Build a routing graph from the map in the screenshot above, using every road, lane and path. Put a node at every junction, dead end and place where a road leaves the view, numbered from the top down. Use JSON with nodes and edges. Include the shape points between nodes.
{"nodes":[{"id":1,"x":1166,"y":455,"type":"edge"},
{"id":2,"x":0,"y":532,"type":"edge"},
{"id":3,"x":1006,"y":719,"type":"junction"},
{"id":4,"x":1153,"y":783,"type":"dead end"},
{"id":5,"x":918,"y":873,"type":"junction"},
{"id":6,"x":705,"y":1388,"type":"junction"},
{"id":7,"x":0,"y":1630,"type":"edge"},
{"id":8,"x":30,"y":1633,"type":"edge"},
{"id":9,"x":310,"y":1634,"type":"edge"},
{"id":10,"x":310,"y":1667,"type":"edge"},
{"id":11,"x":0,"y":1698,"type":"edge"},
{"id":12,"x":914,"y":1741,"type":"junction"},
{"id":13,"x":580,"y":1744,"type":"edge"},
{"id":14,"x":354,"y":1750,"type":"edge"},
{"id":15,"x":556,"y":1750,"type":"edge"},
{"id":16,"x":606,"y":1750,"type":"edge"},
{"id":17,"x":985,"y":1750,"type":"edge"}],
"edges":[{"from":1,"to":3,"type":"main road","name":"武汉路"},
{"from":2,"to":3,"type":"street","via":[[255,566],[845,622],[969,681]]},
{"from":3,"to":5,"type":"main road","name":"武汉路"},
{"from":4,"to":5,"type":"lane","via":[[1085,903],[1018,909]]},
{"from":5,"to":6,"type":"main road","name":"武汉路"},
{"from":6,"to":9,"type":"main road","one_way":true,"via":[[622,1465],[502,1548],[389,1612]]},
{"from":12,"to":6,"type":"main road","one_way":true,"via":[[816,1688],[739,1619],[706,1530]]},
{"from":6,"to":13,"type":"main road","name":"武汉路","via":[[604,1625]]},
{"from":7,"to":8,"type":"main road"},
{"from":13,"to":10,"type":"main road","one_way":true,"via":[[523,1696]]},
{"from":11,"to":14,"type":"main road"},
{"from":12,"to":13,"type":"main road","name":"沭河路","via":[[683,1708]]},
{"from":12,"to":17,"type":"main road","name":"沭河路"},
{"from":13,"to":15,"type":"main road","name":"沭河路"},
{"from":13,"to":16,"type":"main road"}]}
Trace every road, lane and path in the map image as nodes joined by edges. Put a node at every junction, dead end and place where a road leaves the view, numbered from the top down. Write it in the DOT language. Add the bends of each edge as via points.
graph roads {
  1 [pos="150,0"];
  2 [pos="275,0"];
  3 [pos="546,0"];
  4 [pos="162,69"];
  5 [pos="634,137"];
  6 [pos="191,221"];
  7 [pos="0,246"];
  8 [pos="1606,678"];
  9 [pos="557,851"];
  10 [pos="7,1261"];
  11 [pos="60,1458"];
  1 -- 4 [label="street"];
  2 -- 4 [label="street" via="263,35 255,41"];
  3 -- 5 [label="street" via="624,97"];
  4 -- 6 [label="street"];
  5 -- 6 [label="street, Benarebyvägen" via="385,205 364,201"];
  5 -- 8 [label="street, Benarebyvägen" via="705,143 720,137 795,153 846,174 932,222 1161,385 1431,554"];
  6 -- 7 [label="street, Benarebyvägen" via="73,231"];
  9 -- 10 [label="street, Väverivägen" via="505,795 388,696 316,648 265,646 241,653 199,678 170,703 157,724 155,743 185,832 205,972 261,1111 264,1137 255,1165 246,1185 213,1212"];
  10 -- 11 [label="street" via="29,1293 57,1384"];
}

◇ ◇ ◇ ◇ ◇

• BRIEF
Copy the data exactly as it was presented.

• REPLY
Build a routing graph from the map in the screenshot above, using every road, lane and path. Put a node at every junction, dead end and place where a road leaves the view, numbered from the top down. Use JSON with nodes and edges. Include the shape points between nodes.
{"nodes":[{"id":1,"x":1166,"y":455,"type":"edge"},
{"id":2,"x":0,"y":532,"type":"edge"},
{"id":3,"x":1006,"y":719,"type":"junction"},
{"id":4,"x":1153,"y":783,"type":"dead end"},
{"id":5,"x":918,"y":873,"type":"junction"},
{"id":6,"x":705,"y":1388,"type":"junction"},
{"id":7,"x":0,"y":1630,"type":"edge"},
{"id":8,"x":30,"y":1633,"type":"edge"},
{"id":9,"x":310,"y":1634,"type":"edge"},
{"id":10,"x":310,"y":1667,"type":"edge"},
{"id":11,"x":0,"y":1698,"type":"edge"},
{"id":12,"x":914,"y":1741,"type":"junction"},
{"id":13,"x":580,"y":1744,"type":"edge"},
{"id":14,"x":354,"y":1750,"type":"edge"},
{"id":15,"x":556,"y":1750,"type":"edge"},
{"id":16,"x":606,"y":1750,"type":"edge"},
{"id":17,"x":985,"y":1750,"type":"edge"}],
"edges":[{"from":1,"to":3,"type":"main road","name":"武汉路"},
{"from":2,"to":3,"type":"street","via":[[255,566],[845,622],[969,681]]},
{"from":3,"to":5,"type":"main road","name":"武汉路"},
{"from":4,"to":5,"type":"lane","via":[[1085,903],[1018,909]]},
{"from":5,"to":6,"type":"main road","name":"武汉路"},
{"from":6,"to":9,"type":"main road","one_way":true,"via":[[622,1465],[502,1548],[389,1612]]},
{"from":12,"to":6,"type":"main road","one_way":true,"via":[[816,1688],[739,1619],[706,1530]]},
{"from":6,"to":13,"type":"main road","name":"武汉路","via":[[604,1625]]},
{"from":7,"to":8,"type":"main road"},
{"from":13,"to":10,"type":"main road","one_way":true,"via":[[523,1696]]},
{"from":11,"to":14,"type":"main road"},
{"from":12,"to":13,"type":"main road","name":"沭河路","via":[[683,1708]]},
{"from":12,"to":17,"type":"main road","name":"沭河路"},
{"from":13,"to":15,"type":"main road","name":"沭河路"},
{"from":13,"to":16,"type":"main road"}]}
Trace every road, lane and path in the map image as nodes joined by edges. Put a node at every junction, dead end and place where a road leaves the view, numbered from the top down. Write it in the DOT language. Add the bends of each edge as via points.
graph roads {
  1 [pos="150,0"];
  2 [pos="275,0"];
  3 [pos="546,0"];
  4 [pos="162,69"];
  5 [pos="634,137"];
  6 [pos="191,221"];
  7 [pos="0,246"];
  8 [pos="1606,678"];
  9 [pos="557,851"];
  10 [pos="7,1261"];
  11 [pos="60,1458"];
  1 -- 4 [label="street"];
  2 -- 4 [label="street" via="263,35 255,41"];
  3 -- 5 [label="street" via="624,97"];
  4 -- 6 [label="street"];
  5 -- 6 [label="street, Benarebyvägen" via="385,205 364,201"];
  5 -- 8 [label="street, Benarebyvägen" via="705,143 720,137 795,153 846,174 932,222 1161,385 1431,554"];
  6 -- 7 [label="street, Benarebyvägen" via="73,231"];
  9 -- 10 [label="street, Väverivägen" via="505,795 388,696 316,648 265,646 241,653 199,678 170,703 157,724 155,743 185,832 205,972 261,1111 264,1137 255,1165 246,1185 213,1212"];
  10 -- 11 [label="street" via="29,1293 57,1384"];
}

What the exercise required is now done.